Already the team has made discoveries about changes in cellular biochemistry and metabolism at increasing altitude and there’s plenty more to come, according to Grocott.
“We have got a huge number of bio- markers in the blood and we are going through those to try and understand the mechanisms,” he says. “We are trying to identify patterns or signatures of good adaptation and less good adaptation, and if that signature maps on to the critically ill patient, then we can make measurements of the biomarkers earlier and say, ‘this patient is going to do well’ or ‘this one isn’t’, and we take them to intensive care.”
Nailing down the biomarkers linked with cellular hypoxia could also point the way towards better treatments for people who are critically ill, adds Grocott.

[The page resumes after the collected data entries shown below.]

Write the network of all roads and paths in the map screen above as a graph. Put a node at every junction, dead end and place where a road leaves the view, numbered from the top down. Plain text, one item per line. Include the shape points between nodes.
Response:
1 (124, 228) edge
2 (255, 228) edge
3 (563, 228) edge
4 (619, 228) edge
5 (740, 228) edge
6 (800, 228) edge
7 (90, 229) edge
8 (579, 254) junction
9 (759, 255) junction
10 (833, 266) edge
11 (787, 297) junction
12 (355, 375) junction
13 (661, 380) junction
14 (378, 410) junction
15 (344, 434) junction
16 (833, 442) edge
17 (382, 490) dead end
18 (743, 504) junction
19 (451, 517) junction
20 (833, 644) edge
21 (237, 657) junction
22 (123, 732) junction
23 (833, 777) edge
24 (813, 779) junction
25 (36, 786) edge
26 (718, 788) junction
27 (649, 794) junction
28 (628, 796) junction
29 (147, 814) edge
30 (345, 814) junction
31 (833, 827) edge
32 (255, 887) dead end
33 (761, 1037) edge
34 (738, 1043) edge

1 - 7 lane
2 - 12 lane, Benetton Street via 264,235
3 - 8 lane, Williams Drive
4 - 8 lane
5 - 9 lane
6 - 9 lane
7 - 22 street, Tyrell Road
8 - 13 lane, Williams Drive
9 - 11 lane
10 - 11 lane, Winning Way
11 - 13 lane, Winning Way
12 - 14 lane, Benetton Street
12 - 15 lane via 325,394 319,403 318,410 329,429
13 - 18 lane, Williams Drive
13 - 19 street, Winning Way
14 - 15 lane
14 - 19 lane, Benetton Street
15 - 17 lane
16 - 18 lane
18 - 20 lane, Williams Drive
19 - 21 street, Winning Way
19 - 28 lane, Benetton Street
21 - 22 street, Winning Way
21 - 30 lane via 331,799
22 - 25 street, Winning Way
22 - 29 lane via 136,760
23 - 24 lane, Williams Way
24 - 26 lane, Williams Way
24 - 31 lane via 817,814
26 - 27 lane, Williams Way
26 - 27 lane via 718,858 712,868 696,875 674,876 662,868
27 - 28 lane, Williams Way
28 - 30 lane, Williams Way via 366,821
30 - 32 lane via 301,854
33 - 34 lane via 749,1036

“You can drill down and start to do empirical studies to find out if there are interventions we can use – is there a drug, for example, that we can give to the poor adapters and turn them into good adapters,” he says.
“There are potentially a whole load of applications across respiratory medicine, cardiac medicine and for other organs that suffer with hypoxic injuries such as the brain, kidneys and gut.”
Plans are now afoot to return to Everest and gather more data, including research to look at how native highlanders and lowlanders cope with the environment, says Grocott. “We will be at this for years.”